Когда его угораздило сказать эту глупость? Неделю назад? Месяц? Два месяца? В любом случае его мать почти никогда не готовила. У них чаще всего были макароны и самые дешевые замороженные блюда. Или что-нибудь жирное и сладкое, из-за чего отец поправился на двадцать килограмм. В их семье Брайан был единственным, кто оставался худым, как гвоздь.

Что она делала, чтобы вспомнить фразы вроде этой? Или записывала в тетрадочку все, что он говорил?

Брайан проглотил слюну, заливавшую ему горло. Как будто едкая жидкость, которая поднимается у него из желудка, будто грязная вода из засорившейся канализации.

— Почему вы так со мной поступаете? Я не сделал вам ничего плохого…

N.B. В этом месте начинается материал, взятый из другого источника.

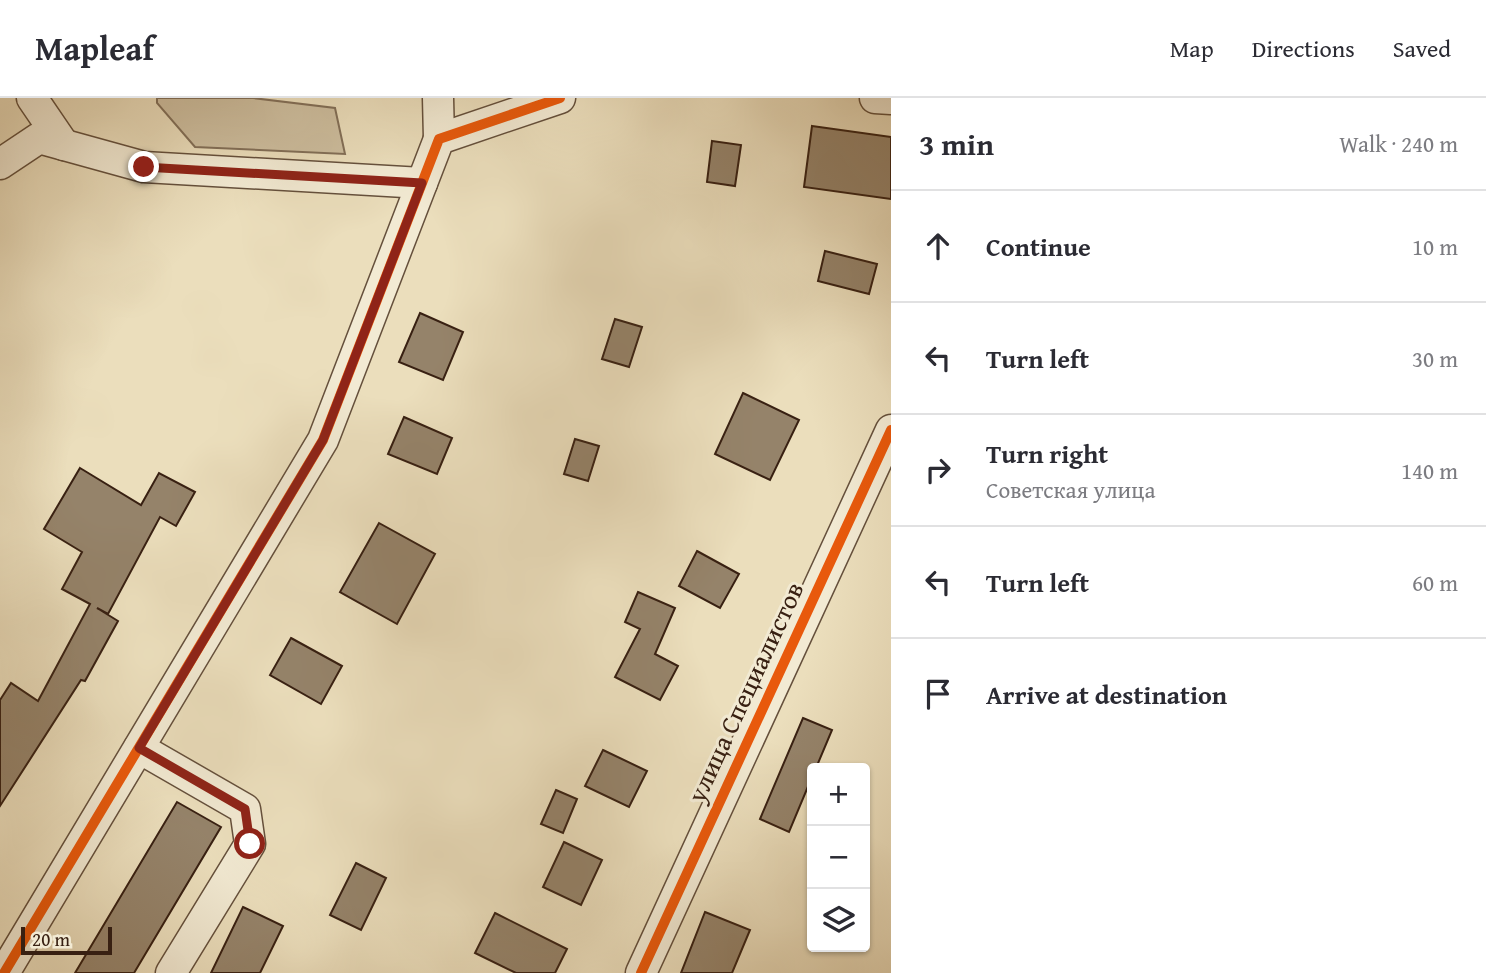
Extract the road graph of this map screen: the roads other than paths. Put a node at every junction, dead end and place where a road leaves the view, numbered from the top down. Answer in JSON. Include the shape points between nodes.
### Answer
{"nodes":[{"id":1,"x":32,"y":98,"type":"edge"},
{"id":2,"x":438,"y":98,"type":"edge"},
{"id":3,"x":561,"y":98,"type":"edge"},
{"id":4,"x":875,"y":98,"type":"edge"},
{"id":5,"x":891,"y":99,"type":"edge"},
{"id":6,"x":439,"y":139,"type":"junction"},
{"id":7,"x":64,"y":145,"type":"junction"},
{"id":8,"x":0,"y":164,"type":"edge"},
{"id":9,"x":422,"y":183,"type":"junction"},
{"id":10,"x":891,"y":430,"type":"edge"},
{"id":11,"x":139,"y":748,"type":"junction"},
{"id":12,"x":4,"y":973,"type":"edge"},
{"id":13,"x":170,"y":973,"type":"edge"},
{"id":14,"x":641,"y":973,"type":"edge"}],
"edges":[{"from":1,"to":7,"type":"street"},
{"from":2,"to":6,"type":"street"},
{"from":3,"to":6,"type":"street"},
{"from":4,"to":5,"type":"street"},
{"from":6,"to":9,"type":"street"},
{"from":7,"to":8,"type":"street","via":[[39,138]]},
{"from":7,"to":9,"type":"street","via":[[144,167]]},
{"from":9,"to":11,"type":"street","via":[[323,440]]},
{"from":10,"to":14,"type":"street","name":"улица Специалистов"},
{"from":11,"to":12,"type":"street"},
{"from":11,"to":13,"type":"street","via":[[245,809],[250,844]]}]}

На этот раз голос его был спокойным и ровным, без всякой злобы. Он не мог понять, каким образом ситуация могла настолько выйти из-под контроля. Как все могло так резко измениться, причем незаметно для него самого.

— О нет, Людовик, сделали. Скорее всего, сами того не желая…

Но у него не было никакого желания возобновлять поток безумных упреков. Надо попробовать новый метод.

— Клянусь вам, мадам Вассер: если вы сейчас позволите мне уйти, я никому ничего не скажу. Я уеду, и вы никогда больше не услышите обо мне. Я не пойду в полицию и не сделаю ничего в таком роде. У меня нет никакого желания причинять вам неприятности. Вы столько сделали для меня, и ничто не сможет заставить меня это забыть. Но давайте покончим с этим… Вы совершили ошибку, такое может случиться с каждым человеком…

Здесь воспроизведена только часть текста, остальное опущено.